- [The problem]: Pull every line holding the string "further" from the records below.

- [Material to process]:
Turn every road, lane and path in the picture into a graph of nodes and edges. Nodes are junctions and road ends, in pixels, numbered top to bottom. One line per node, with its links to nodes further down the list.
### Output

==

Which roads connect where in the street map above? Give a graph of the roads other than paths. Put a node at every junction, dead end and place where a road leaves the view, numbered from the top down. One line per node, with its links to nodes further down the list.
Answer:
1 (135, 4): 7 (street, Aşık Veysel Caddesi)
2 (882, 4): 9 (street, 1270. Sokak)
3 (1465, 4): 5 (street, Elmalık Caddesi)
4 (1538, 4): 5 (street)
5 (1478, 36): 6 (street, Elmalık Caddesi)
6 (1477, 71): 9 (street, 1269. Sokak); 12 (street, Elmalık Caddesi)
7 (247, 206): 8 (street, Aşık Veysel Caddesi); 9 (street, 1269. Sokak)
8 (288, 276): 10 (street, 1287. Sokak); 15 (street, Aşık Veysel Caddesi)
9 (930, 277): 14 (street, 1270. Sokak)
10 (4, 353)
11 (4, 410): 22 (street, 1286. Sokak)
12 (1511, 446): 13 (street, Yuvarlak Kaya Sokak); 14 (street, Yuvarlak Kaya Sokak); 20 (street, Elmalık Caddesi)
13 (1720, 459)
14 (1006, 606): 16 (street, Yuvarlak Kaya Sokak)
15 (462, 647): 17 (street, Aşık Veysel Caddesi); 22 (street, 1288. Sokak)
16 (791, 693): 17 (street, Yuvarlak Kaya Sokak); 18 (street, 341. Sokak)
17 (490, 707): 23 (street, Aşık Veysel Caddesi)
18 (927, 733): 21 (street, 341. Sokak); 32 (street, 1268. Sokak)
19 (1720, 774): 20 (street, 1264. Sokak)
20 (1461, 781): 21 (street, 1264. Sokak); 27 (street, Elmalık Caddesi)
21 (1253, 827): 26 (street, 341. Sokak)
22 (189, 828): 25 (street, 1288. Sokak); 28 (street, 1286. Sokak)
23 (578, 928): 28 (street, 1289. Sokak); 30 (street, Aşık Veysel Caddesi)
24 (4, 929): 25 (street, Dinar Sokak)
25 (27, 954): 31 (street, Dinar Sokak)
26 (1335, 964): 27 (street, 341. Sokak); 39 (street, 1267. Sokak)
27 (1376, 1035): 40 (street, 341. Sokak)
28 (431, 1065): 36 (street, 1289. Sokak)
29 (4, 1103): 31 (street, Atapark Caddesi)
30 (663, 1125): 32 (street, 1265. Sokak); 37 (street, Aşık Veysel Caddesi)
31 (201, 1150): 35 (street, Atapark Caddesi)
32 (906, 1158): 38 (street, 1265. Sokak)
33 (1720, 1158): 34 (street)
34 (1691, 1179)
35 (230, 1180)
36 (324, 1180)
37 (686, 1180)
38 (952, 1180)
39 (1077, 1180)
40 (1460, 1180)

- [Answer area]:
Turn every road, lane and path in the picture into a graph of nodes and edges. Nodes are junctions and road ends, in pixels, numbered top to bottom. One line per node, with its links to nodes further down the list.
Which roads connect where in the street map above? Give a graph of the roads other than paths. Put a node at every junction, dead end and place where a road leaves the view, numbered from the top down. One line per node, with its links to nodes further down the list.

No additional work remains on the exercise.